# Star Wars Rebellion und X-Wing Alliance mit Windows 7 möglich?



## Interstate67 (12. September 2014)

*Star Wars Rebellion und X-Wing Alliance mit Windows 7 möglich?*

Ich habe die beiden oben genannten Spiele an einer älteren CD Box bei mir auf dem Dachboden gefunden und würde die gerne mal wieder spielen.Nun liessen die Spiele sich nicht auf meinem 64 Bit Windows 7 installieren (was ich noch von früher weiß) und bei gog gibt es die ja leider auch nicht.
Nun wollte ich mal fragen, ob irgendwer eine Lösung des Problems kennt?
Ich habe zwar noch eine Windows XP CD zu Hause, aber dann müsste ich ja alles neu installieren (weil XP ja zuerst drauf muss) und dann habe ich sowas mit 2 Betriebssystemen noch nie versucht, dann wird XP ja wegen des ausgelaufenen Supports ja auch nicht mehr aktualisiert.
Weiß irgendwer hier noch Lösung, oder einen Link wo man Lösungsmöglichkeiten nennt?


----------



## ZAM (12. September 2014)

*AW: Star Wars Rebellion und X-Wing Alliance mit Windows 7 möglich?*

Rebellion habe ich noch nicht probiert, aber zu Alliance empfehle ich dir folgendes:

Voraussetzung: 
Joystick/Joypad (Sonst startet das Spiel nicht)
CD/DVD-Brenner + 1 Rohling

Die Anleitung habe ich damals für meine Retro-Gruppe auf buffed.de verfasst.
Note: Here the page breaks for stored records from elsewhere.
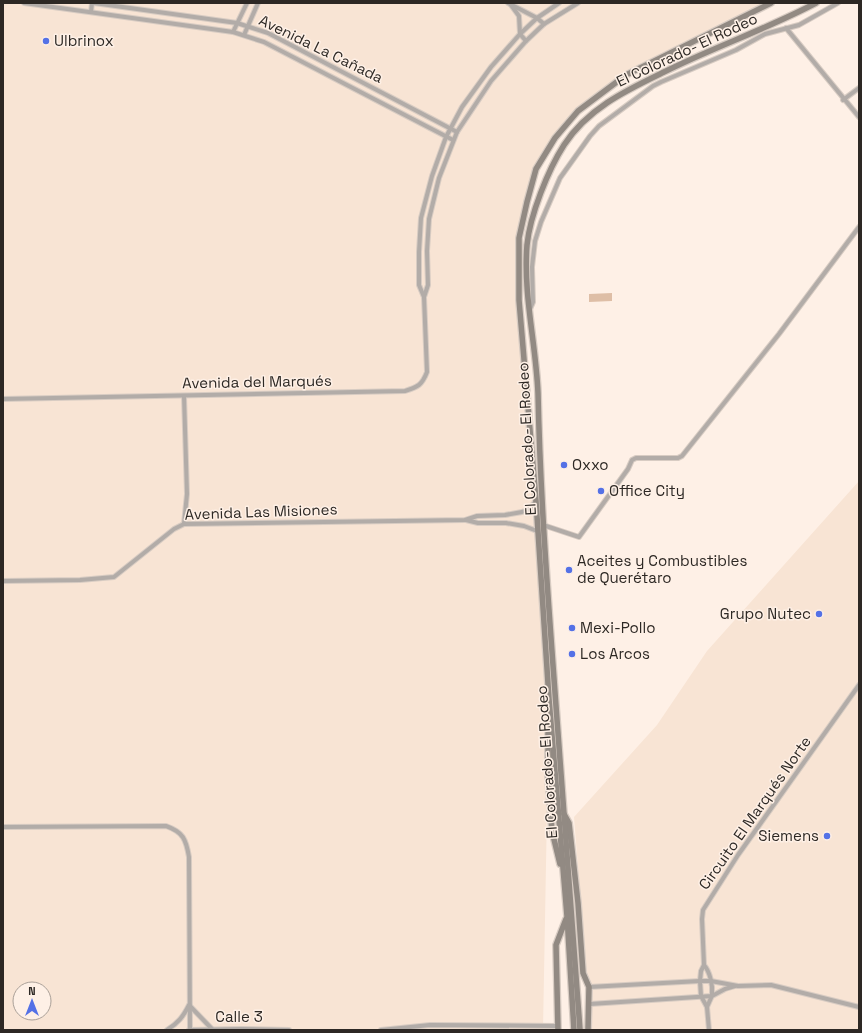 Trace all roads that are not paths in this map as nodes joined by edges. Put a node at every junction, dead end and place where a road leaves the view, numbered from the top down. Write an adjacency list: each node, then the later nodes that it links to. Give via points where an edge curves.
1 (24, 3): 12 (street)
2 (94, 3): 11 (street, Avenida La Cañada); 12 (street)
3 (247, 3): 18 (street)
4 (258, 3): 20 (street)
5 (559, 3): 15 (street, Avenida del Marqués)
6 (578, 3): 19 (street)
7 (771, 3): 48 (main road, El Colorado- El Rodeo, via 626,75 578,111 555,138 536,169 519,238 518,262)
8 (816, 3): 17 (main road, El Colorado- El Rodeo)
9 (838, 3): 22 (street, via 799,25)
10 (509, 4): 15 (street); 24 (street, via 519,16)
11 (123, 5): 13 (street, Avenida La Cañada)
12 (91, 12): 16 (street)
13 (163, 13): 14 (street, Avenida La Cañada); 16 (street)
14 (194, 17): 18 (street, Avenida La Cañada); 21 (street)
15 (537, 18): 19 (street); 24 (street, Avenida del Marqués)
16 (161, 22): 21 (street)
17 (778, 22): 25 (street); 45 (main road, El Colorado- El Rodeo, via 694,57 615,96 587,118 565,143 549,173 527,242 526,275)
18 (237, 23): 20 (street, Avenida La Cañada); 23 (street)
19 (544, 24): 27 (street)
20 (247, 26): 26 (street); 28 (street, Avenida La Cañada)
21 (192, 27): 23 (street)
22 (786, 28): 25 (street); 35 (street)
23 (233, 32): 26 (street)
24 (520, 34): 27 (street); 30 (street, Avenida del Marqués)
25 (765, 34): 45 (street, via 736,50 653,86 599,126 590,136 560,178 541,222 532,259 533,302)
26 (244, 35): 29 (street)
27 (526, 41): 31 (street)
28 (287, 42): 29 (street); 37 (street, Avenida La Cañada)
29 (283, 52): 39 (street)
30 (502, 54): 31 (street); 32 (street, Avenida del Marqués)
31 (508, 60): 33 (street)
32 (484, 76): 33 (street); 37 (street, Avenida del Marqués)
33 (491, 81): 38 (street)
34 (859, 88): 35 (street)
35 (843, 100): 36 (street)
36 (859, 117)
37 (450, 128): 38 (street, Avenida La Cañada); 39 (street, Avenida del Marqués)
38 (457, 132): 40 (street)
39 (446, 137): 40 (street); 41 (street, Avenida del Marqués)
40 (453, 140): 42 (street)
41 (428, 192): 42 (street); 44 (street, Avenida del Marqués, via 421,218 419,252 419,285)
42 (435, 194): 44 (street, Avenida del Marqués, via 429,219 428,285)
43 (859, 228): 51 (street, via 682,456 632,460 579,537)
44 (424, 297): 46 (street, Avenida del Marqués, via 427,372 424,381 416,388 405,391)
45 (530, 310): 51 (main road, El Colorado- El Rodeo, via 537,376)
46 (184, 396): 47 (street, Avenida del Marqués); 50 (street, via 187,494)
47 (3, 399)
48 (536, 501): 49 (street, Avenida Las Misiones, via 522,512 477,516); 52 (main road, El Colorado- El Rodeo)
49 (465, 520): 50 (street, Avenida Las Misiones); 52 (street, Avenida Las Misiones, via 478,523 506,523)
50 (184, 524): 53 (street, Avenida Las Misiones, via 174,529 114,577)
51 (543, 525): 55 (main road, El Colorado- El Rodeo)
52 (537, 531): 57 (main road, El Colorado- El Rodeo, via 549,699 548,776 552,828 564,882)
53 (3, 582)
54 (859, 685): 58 (street, Circuito El Marqués Norte, via 705,904 702,914)
55 (563, 812): 62 (main road, via 569,822 583,973); 81 (main road, El Colorado- El Rodeo)
56 (3, 827): 66 (street, via 166,826 177,830 187,844 189,857)
57 (567, 916): 70 (main road, via 556,946); 80 (main road)
58 (704, 965): 59 (street, Circuito El Marqués Norte); 60 (street, Circuito El Marqués Norte)
59 (700, 981): 60 (street); 62 (street); 63 (street, Circuito El Marqués Norte)
60 (711, 981): 61 (street); 64 (street, Circuito El Marqués Norte)
61 (738, 986): 64 (street); 68 (street, via 771,985)
62 (589, 987): 65 (main road)
63 (700, 996): 64 (street); 65 (street); 67 (street, Circuito El Marqués Norte)
64 (712, 996): 67 (street, Circuito El Marqués Norte)
65 (590, 1004): 82 (main road)
66 (189, 1006): 71 (street); 74 (street, via 177,1024); 75 (street)
67 (707, 1007): 83 (street, Circuito El Marqués Norte)
68 (859, 1007)
69 (460, 1028): 70 (street); 79 (street, via 409,1026)
70 (558, 1028)
71 (212, 1029): 72 (street, Calle 3); 75 (street, Calle 3)
72 (243, 1029): 73 (street, Calle 3)
73 (262, 1029): 76 (street, Calle 3)
74 (168, 1030)
75 (189, 1030)
76 (271, 1030): 77 (street, Calle 3)
77 (289, 1030)
78 (381, 1030): 79 (street)
79 (398, 1030)
80 (574, 1030)
81 (580, 1030)
82 (588, 1030)
83 (709, 1030) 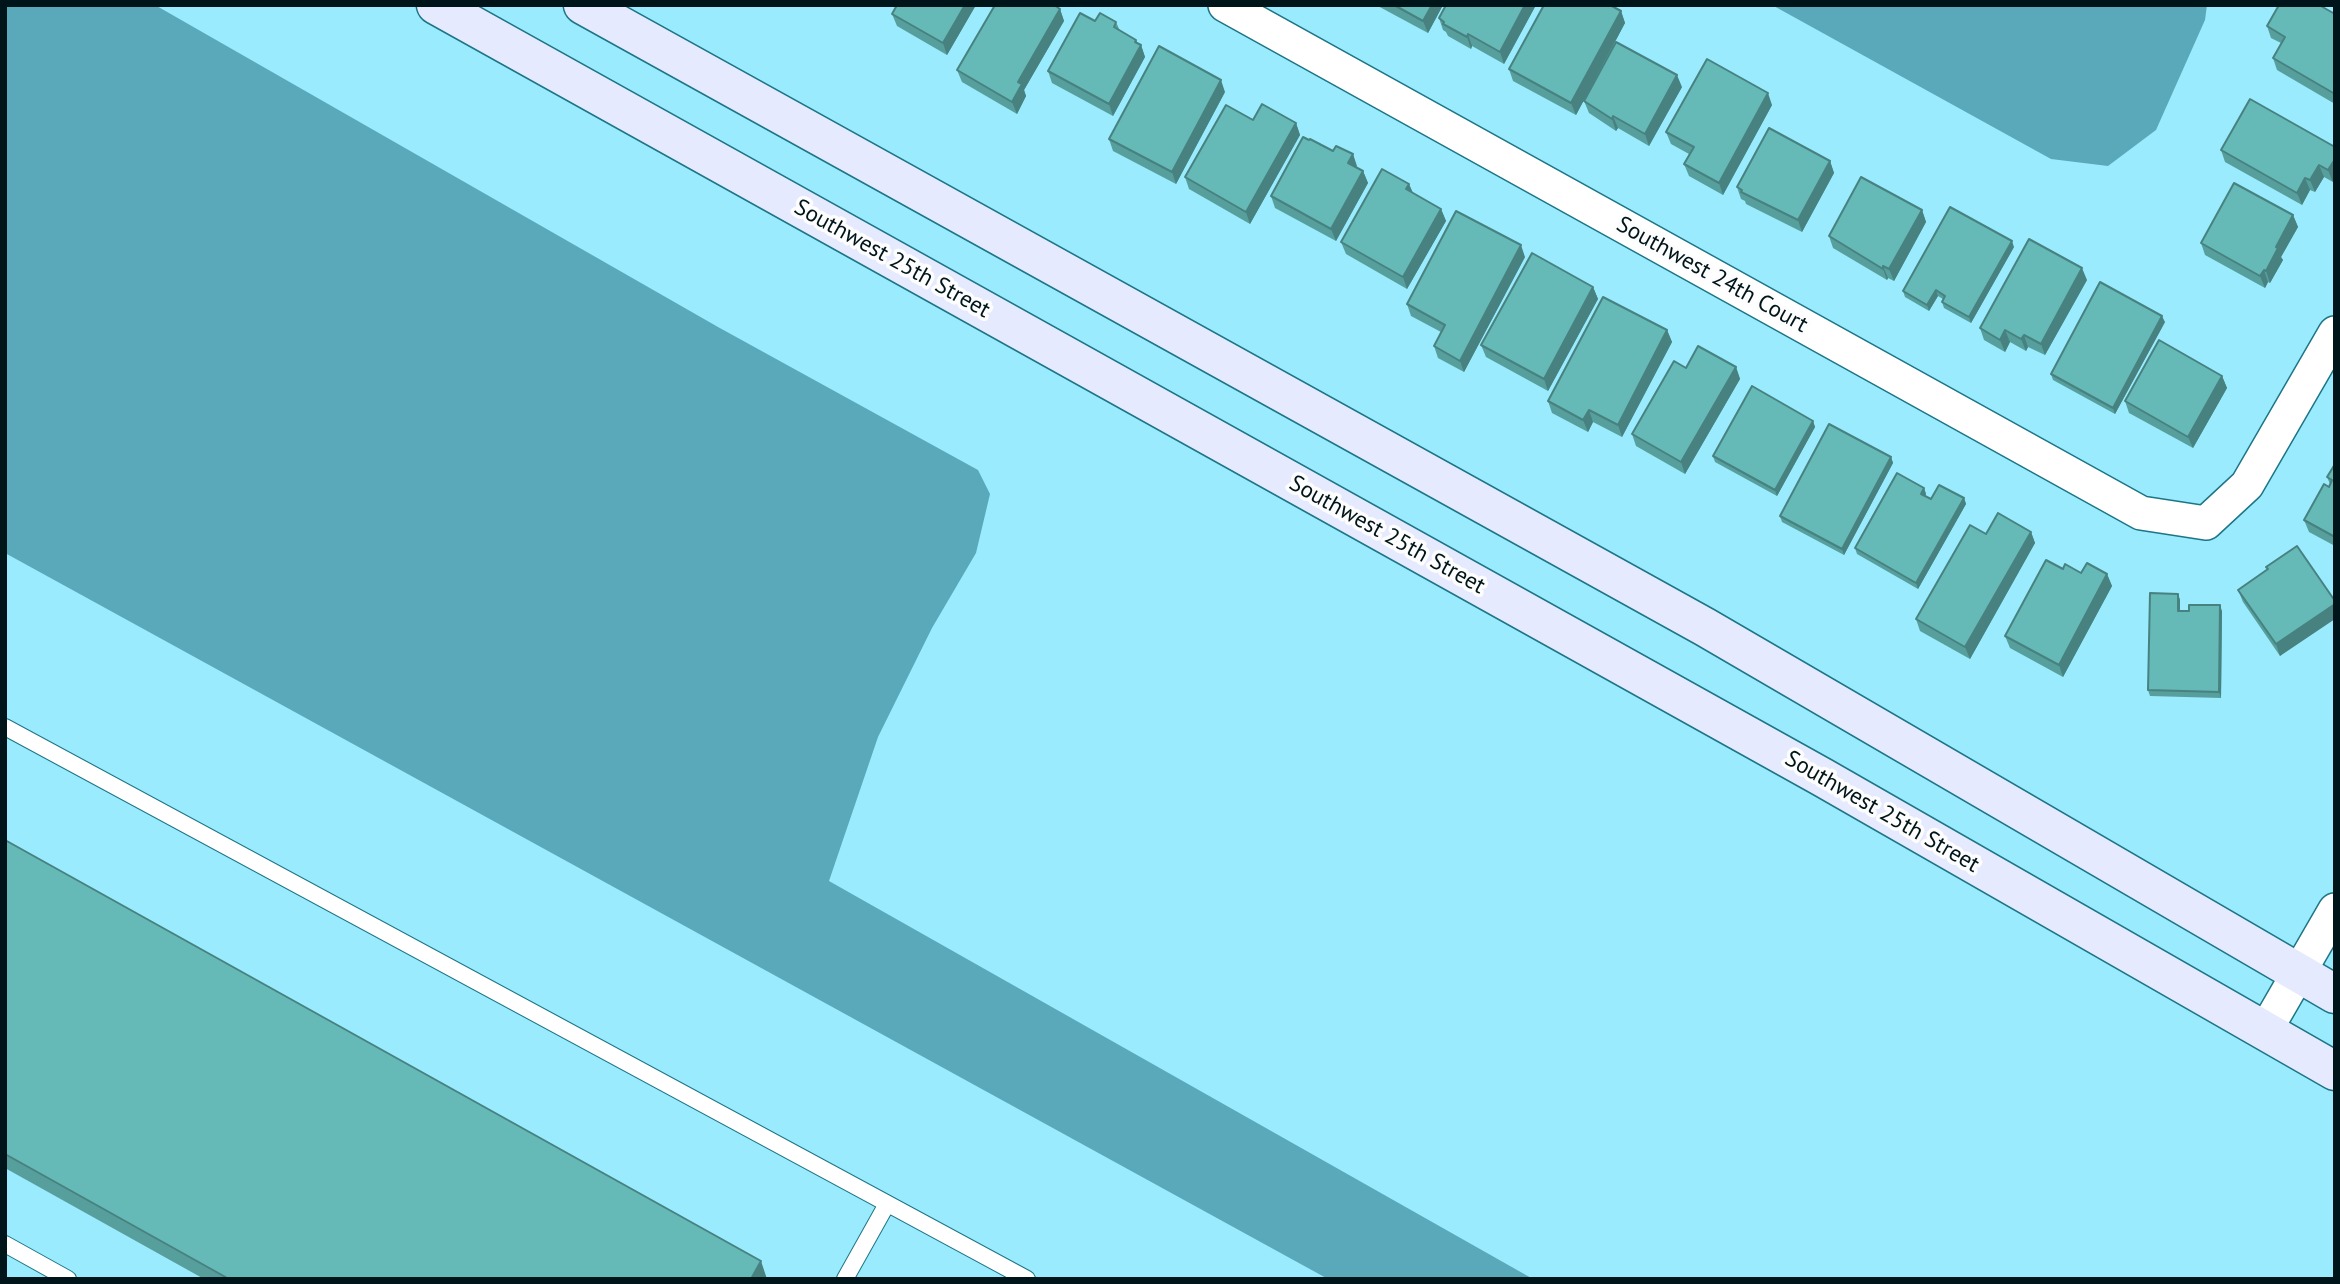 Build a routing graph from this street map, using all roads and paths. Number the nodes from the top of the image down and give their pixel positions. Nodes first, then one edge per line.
1 (436, 5) edge
2 (583, 5) edge
3 (1224, 5) edge
4 (2335, 333) edge
5 (5, 727) edge
6 (2335, 910) edge
7 (2299, 973) junction
8 (2335, 994) edge
9 (2265, 1031) junction
10 (2335, 1071) edge
11 (887, 1204) junction
12 (5, 1244) edge
13 (68, 1279) edge
14 (845, 1279) edge
15 (1027, 1279) edge

1 - 9 street, Southwest 25th Street
2 - 7 street
3 - 4 street, Southwest 24th Court
5 - 11 lane
6 - 7 street
7 - 8 street
7 - 9 street
9 - 10 street, Southwest 25th Street
11 - 14 lane
11 - 15 lane
12 - 13 lane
Erstellt ein Verzeichnis namens \XWA_DISK_1\
Bzgl. der korrekten Benamung legt ihr einfach CD 1 des Spiels ein und schaut wie sie benannt ist. 
Kopiert den Inhalt von CD 1 in das Verzeichnis. Es kann je nach Version des Spiels vorkommen, dass zwei Dateien nicht kopiert werden, das ist der Kopierschutz - lasst die einfach weg.

Ladet folgende Datei herunter und führt sie aus:
Für XWA Deutsch:
http://www.markusegger.at/Software/Games/XwaMsi/X-Wing_Alliance_DE_MSI_v1.0.1.0.zip
Für XWA Englisch: 
http://www.markusegger.at/Software/Games/XwaMsi/X-Wing_Alliance_MSI_v1.0.0.0.zip

Das Zielverzeichnis ist das oben angelegte \XWA_DISK_1\.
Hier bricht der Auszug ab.